[Dataset entries]
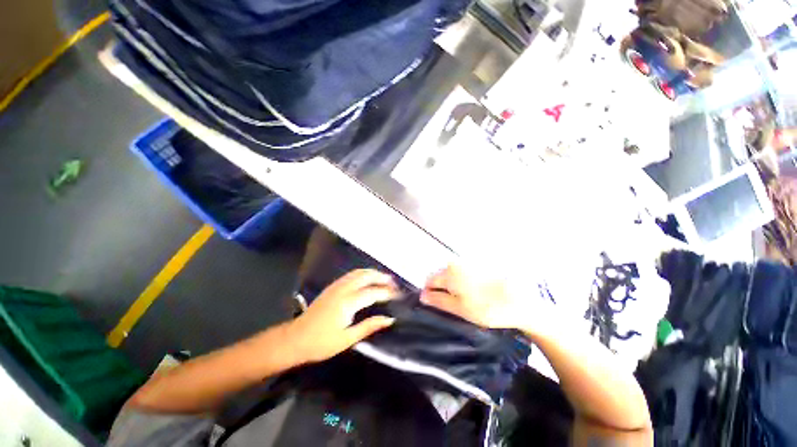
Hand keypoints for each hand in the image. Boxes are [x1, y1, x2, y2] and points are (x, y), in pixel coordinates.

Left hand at [289, 269, 398, 362]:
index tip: (399, 294)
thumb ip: (369, 326)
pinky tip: (367, 278)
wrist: (295, 338)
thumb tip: (389, 319)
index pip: (373, 292)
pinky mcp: (332, 286)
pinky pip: (351, 274)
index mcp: (348, 303)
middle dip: (381, 277)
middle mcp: (343, 289)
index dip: (387, 292)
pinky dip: (363, 273)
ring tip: (384, 278)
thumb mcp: (347, 339)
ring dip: (373, 273)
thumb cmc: (321, 343)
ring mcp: (337, 286)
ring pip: (358, 272)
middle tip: (394, 282)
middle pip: (366, 276)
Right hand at [420, 265, 537, 329]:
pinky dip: (464, 282)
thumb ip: (438, 300)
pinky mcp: (479, 264)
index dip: (429, 293)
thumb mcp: (460, 308)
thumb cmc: (488, 307)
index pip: (429, 280)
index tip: (435, 305)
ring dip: (454, 286)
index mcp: (449, 273)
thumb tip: (422, 296)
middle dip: (442, 289)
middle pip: (440, 276)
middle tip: (454, 306)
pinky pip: (464, 273)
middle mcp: (456, 263)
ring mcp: (468, 262)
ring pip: (452, 274)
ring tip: (467, 301)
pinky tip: (476, 293)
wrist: (520, 300)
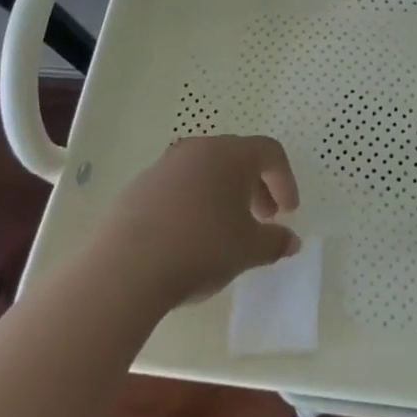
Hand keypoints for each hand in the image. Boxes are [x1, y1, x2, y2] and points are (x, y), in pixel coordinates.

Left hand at [95, 134, 301, 307]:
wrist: (125, 267)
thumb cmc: (200, 248)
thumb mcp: (248, 250)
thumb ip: (275, 242)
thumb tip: (291, 241)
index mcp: (231, 155)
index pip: (270, 152)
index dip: (285, 180)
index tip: (287, 213)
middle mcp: (199, 149)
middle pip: (237, 158)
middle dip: (256, 187)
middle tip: (262, 220)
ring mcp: (165, 165)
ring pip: (206, 171)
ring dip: (223, 194)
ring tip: (225, 230)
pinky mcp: (139, 186)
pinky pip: (178, 186)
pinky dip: (194, 202)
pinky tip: (189, 237)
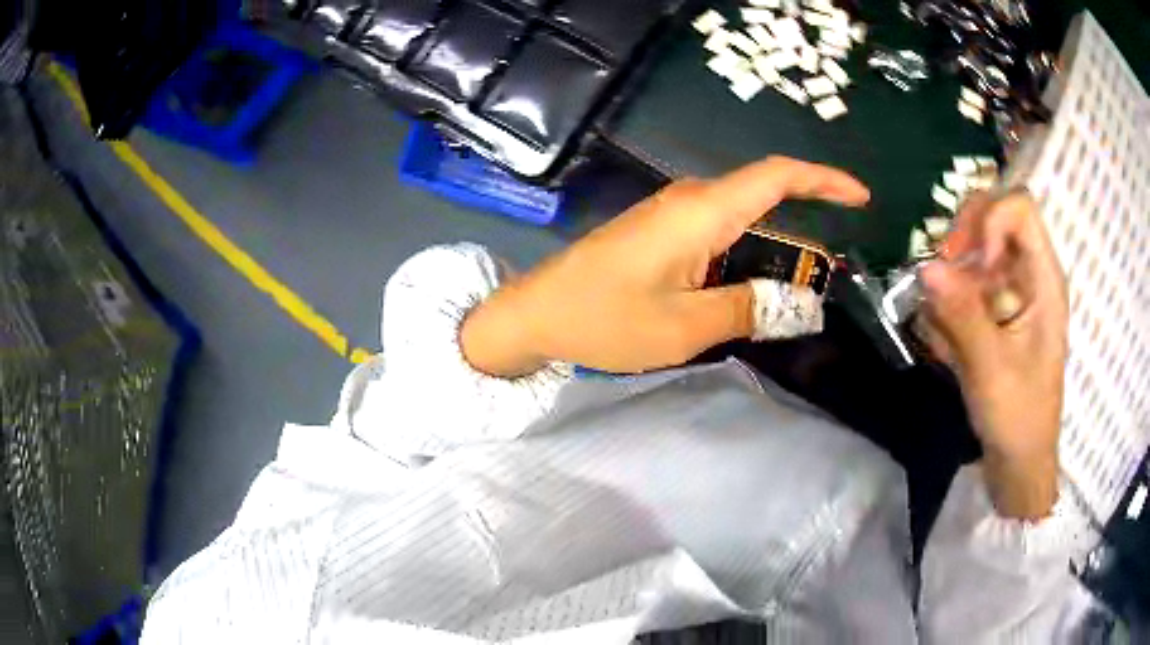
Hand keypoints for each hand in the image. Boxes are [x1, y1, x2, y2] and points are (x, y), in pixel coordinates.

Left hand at [460, 157, 869, 375]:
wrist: (536, 314)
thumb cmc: (605, 319)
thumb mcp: (686, 326)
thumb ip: (748, 309)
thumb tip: (797, 303)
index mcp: (702, 211)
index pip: (777, 176)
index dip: (824, 180)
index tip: (860, 196)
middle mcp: (691, 200)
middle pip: (764, 196)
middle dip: (806, 228)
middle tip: (828, 276)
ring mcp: (672, 214)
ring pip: (742, 219)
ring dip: (774, 249)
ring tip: (796, 291)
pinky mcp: (660, 231)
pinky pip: (718, 233)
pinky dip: (746, 254)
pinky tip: (752, 287)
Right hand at [920, 190, 1067, 518]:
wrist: (1020, 461)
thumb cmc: (1017, 417)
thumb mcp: (991, 369)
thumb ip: (963, 315)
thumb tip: (926, 267)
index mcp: (1044, 280)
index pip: (1020, 208)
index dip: (990, 219)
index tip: (969, 261)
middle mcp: (1031, 275)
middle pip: (994, 218)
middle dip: (963, 239)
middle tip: (941, 276)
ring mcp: (1014, 293)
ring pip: (977, 250)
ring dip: (953, 275)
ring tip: (940, 320)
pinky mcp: (999, 312)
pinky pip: (969, 284)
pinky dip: (951, 302)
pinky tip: (945, 339)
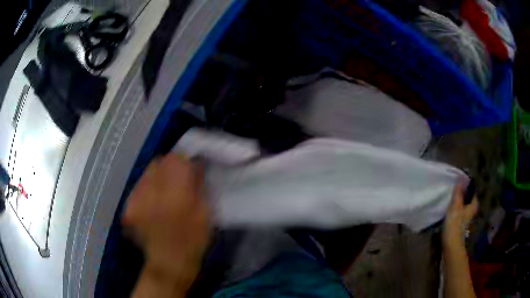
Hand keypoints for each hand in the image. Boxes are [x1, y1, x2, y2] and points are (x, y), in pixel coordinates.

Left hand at [123, 154, 208, 297]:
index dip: (183, 160)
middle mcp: (152, 193)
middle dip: (168, 167)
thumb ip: (199, 185)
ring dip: (156, 177)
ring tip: (163, 193)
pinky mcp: (128, 207)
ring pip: (146, 173)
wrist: (168, 264)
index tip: (188, 168)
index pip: (175, 159)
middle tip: (175, 180)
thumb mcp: (205, 213)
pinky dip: (146, 189)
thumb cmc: (193, 241)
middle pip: (157, 162)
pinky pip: (138, 187)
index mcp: (175, 194)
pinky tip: (152, 203)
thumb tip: (195, 164)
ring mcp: (136, 199)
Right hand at [443, 183, 477, 248]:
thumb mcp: (456, 206)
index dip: (464, 184)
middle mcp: (472, 209)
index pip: (471, 189)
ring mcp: (466, 217)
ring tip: (448, 197)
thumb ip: (458, 192)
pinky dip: (454, 208)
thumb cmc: (455, 225)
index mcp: (474, 204)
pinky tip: (448, 208)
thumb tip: (460, 179)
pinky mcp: (459, 222)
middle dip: (460, 192)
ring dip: (456, 200)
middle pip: (466, 196)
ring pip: (462, 204)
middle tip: (451, 188)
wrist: (450, 246)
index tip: (456, 180)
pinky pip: (458, 210)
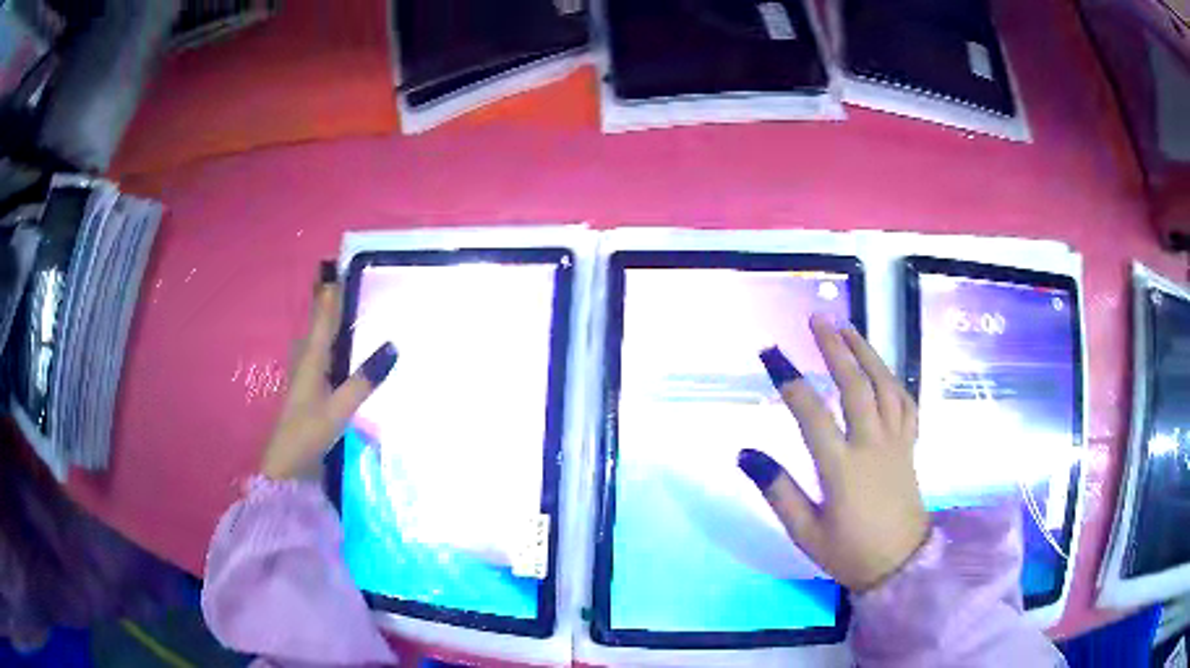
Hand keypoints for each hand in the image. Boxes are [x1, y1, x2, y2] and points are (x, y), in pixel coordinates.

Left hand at [260, 261, 397, 480]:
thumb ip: (364, 380)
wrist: (285, 466)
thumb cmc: (308, 433)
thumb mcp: (339, 408)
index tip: (342, 269)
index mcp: (312, 358)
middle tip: (350, 287)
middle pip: (319, 325)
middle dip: (330, 305)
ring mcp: (305, 377)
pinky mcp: (308, 392)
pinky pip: (321, 358)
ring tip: (349, 315)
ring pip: (318, 342)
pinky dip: (332, 348)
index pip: (324, 317)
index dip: (332, 294)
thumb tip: (394, 346)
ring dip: (331, 326)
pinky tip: (343, 355)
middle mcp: (306, 361)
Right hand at [738, 314, 927, 591]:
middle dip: (834, 348)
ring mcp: (896, 442)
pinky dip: (893, 380)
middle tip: (816, 319)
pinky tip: (882, 370)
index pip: (811, 413)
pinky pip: (905, 404)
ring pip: (884, 386)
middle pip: (855, 386)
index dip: (789, 378)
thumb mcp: (804, 531)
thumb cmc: (848, 552)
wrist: (900, 564)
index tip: (769, 352)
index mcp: (842, 467)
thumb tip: (745, 453)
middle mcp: (871, 445)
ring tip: (848, 327)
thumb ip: (777, 491)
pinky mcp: (910, 446)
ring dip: (866, 353)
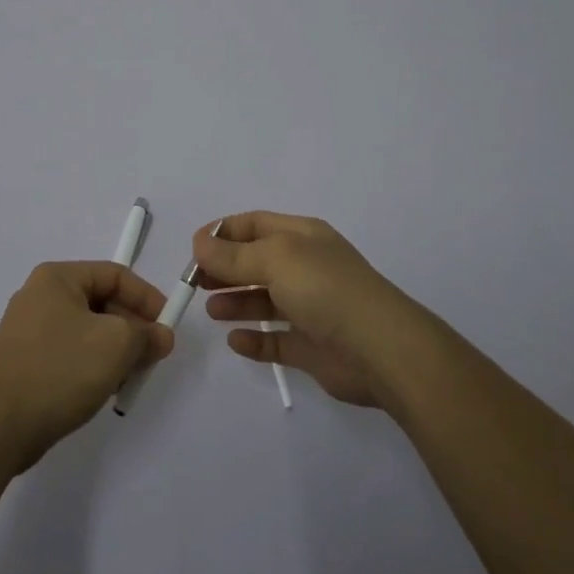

WHAT TO DO
Your answer must be an exact copy of the records, free of images.

WRITTEN SOLUTION
Hand keypoints for each hand in the image. Boxes are [x1, y1, x2, y2] and points are (x, y), in pixel coordinates.

Left hand at [289, 269, 398, 362]:
index tip: (399, 294)
thumb ip: (369, 326)
pinky tip: (367, 278)
wrist: (295, 338)
thumb tip: (389, 319)
index pip: (373, 292)
pinky mcp: (332, 286)
pinky pip: (351, 274)
index mcp: (348, 303)
middle dip: (381, 277)
middle mcp: (343, 289)
index dip: (387, 292)
pinky dip: (363, 273)
ring tip: (384, 278)
thumb mcp: (347, 339)
ring dip: (373, 273)
thumb cmc: (321, 343)
ring mcp: (337, 286)
ring pip: (358, 272)
middle tip: (394, 282)
middle pip: (366, 276)
Right hand at [420, 265, 537, 329]:
pinky dip: (464, 282)
thumb ip: (438, 300)
pinky mcp: (479, 264)
index dip: (429, 293)
thumb mcp: (460, 308)
thumb cmc: (488, 307)
index pip: (429, 280)
index tip: (435, 305)
ring dip: (454, 286)
index mcp: (449, 273)
thumb tip: (422, 296)
middle dip: (442, 289)
middle pip: (440, 276)
middle tip: (454, 306)
pinky pip: (464, 273)
middle mcp: (456, 263)
ring mcp: (468, 262)
ring pip: (452, 274)
ring tip: (467, 301)
pinky tip: (476, 293)
wrist: (520, 300)
Hand keypoints for each hand in the image. Boxes are [x1, y1, x2, y2] and points are (x, y), in pixel coordinates.

Left hand at [95, 134, 301, 307]:
wrist: (125, 267)
thumb cmc: (200, 248)
thumb mcp: (248, 250)
thumb ip: (275, 242)
thumb tip: (291, 241)
index mcp: (231, 155)
index pip: (270, 152)
index dip: (285, 180)
index tip: (287, 213)
middle mcp: (199, 149)
middle pip: (237, 158)
middle dip: (256, 187)
middle tip: (262, 220)
ring mcp: (165, 165)
ring pip: (206, 171)
ring dip: (223, 194)
ring tip: (225, 230)
pinky mcp: (139, 186)
pinky pip: (178, 186)
pinky dip: (194, 202)
pinky tip: (189, 237)
Hand keypoints for each hand in the image. Boxes are [x1, y1, x2, y2] and points are (x, y), in pixel coordinates.

Left hand at [460, 157, 869, 375]:
wrist: (536, 314)
thumb cmc: (605, 319)
thumb mcp: (686, 326)
thumb ip: (748, 309)
thumb tip: (797, 303)
index mcp: (702, 211)
index pip: (777, 176)
index dip: (824, 180)
index tip: (860, 196)
middle mcp: (691, 200)
middle pip: (764, 196)
middle dip: (806, 228)
middle tip: (828, 276)
ring mcp: (672, 214)
ring pip: (742, 219)
ring dip: (774, 249)
ring tip: (796, 291)
pinky mcp: (660, 231)
pinky pip: (718, 233)
pinky dip: (746, 254)
pinky tip: (752, 287)
Right hand at [920, 190, 1067, 518]:
wrist: (1020, 461)
thumb cmc: (1017, 417)
thumb mcp: (991, 369)
thumb ip: (963, 315)
thumb tip: (926, 267)
index mcp: (1044, 280)
index pip: (1020, 208)
index dip: (990, 219)
index tip: (969, 261)
middle mcp: (1031, 275)
middle pip: (994, 218)
middle dip: (963, 239)
middle tip: (941, 276)
ring mcp: (1014, 293)
ring pip: (977, 250)
ring dip: (953, 275)
ring tip: (940, 320)
pinky mcp: (999, 312)
pinky pip: (969, 284)
pinky dip: (951, 302)
pinky tip: (945, 339)
Hand keypoints for each hand in the image. Boxes are [x1, y1, x2, y2] and points are (x, y), in pixel coordinates.

Left hand at [123, 154, 208, 297]:
index dip: (183, 160)
middle mcp: (152, 193)
middle dip: (168, 167)
thumb ip: (199, 185)
ring dip: (156, 177)
ring tip: (163, 193)
pinky mcp: (128, 207)
ring pip: (146, 173)
wrist: (168, 264)
index tip: (188, 168)
index pip: (175, 159)
middle tip: (175, 180)
thumb mcp: (205, 213)
pinky dip: (146, 189)
thumb cmc: (193, 241)
middle pip: (157, 162)
pinky pip: (138, 187)
index mcp: (175, 194)
pinky tip: (152, 203)
thumb tip: (195, 164)
ring mcp: (136, 199)
Right hand at [443, 183, 477, 248]:
thumb mcp: (456, 206)
index dip: (464, 184)
middle mcp: (472, 209)
index pip: (471, 189)
ring mcp: (466, 217)
ring tip: (448, 197)
thumb ip: (458, 192)
pinky dip: (454, 208)
thumb cmc: (455, 225)
index mcp: (474, 204)
pinky tip: (448, 208)
thumb tip: (460, 179)
pinky mcp: (459, 222)
middle dip: (460, 192)
ring dip: (456, 200)
middle pip: (466, 196)
ring pip: (462, 204)
middle tip: (451, 188)
wrist: (450, 246)
index tip: (456, 180)
pinky pip: (458, 210)
Hand keypoints for each hand in the image. Boxes are [x1, y1, x2, y2] and points are (x, y), in pixel coordinates.

Left hand at [260, 261, 397, 480]:
thumb ip: (364, 380)
wrist: (285, 466)
thumb cmc: (308, 433)
thumb mcp: (339, 408)
index tip: (342, 269)
index mcp: (312, 358)
middle tip: (350, 287)
middle pip: (319, 325)
middle dip: (330, 305)
ring mcp: (305, 377)
pinky mcp: (308, 392)
pinky pip: (321, 358)
ring tip: (349, 315)
ring pip: (318, 342)
pinky dip: (332, 348)
index pip: (324, 317)
index dip: (332, 294)
thumb tip: (394, 346)
ring dip: (331, 326)
pinky tip: (343, 355)
middle mcp: (306, 361)
Right hand at [738, 314, 927, 591]:
middle dip: (834, 348)
ring mcp: (896, 442)
pinky dip: (893, 380)
middle tip: (816, 319)
pinky tip: (882, 370)
index pip: (811, 413)
pinky pip: (905, 404)
ring pip: (884, 386)
middle pip: (855, 386)
index dip: (789, 378)
thumb mcp: (804, 531)
thumb cmc: (848, 552)
wrist: (900, 564)
index tip: (769, 352)
index mcp: (842, 467)
thumb tip: (745, 453)
middle mcp: (871, 445)
ring tip: (848, 327)
thumb ip: (777, 491)
pinky mcp: (910, 446)
ring dip: (866, 353)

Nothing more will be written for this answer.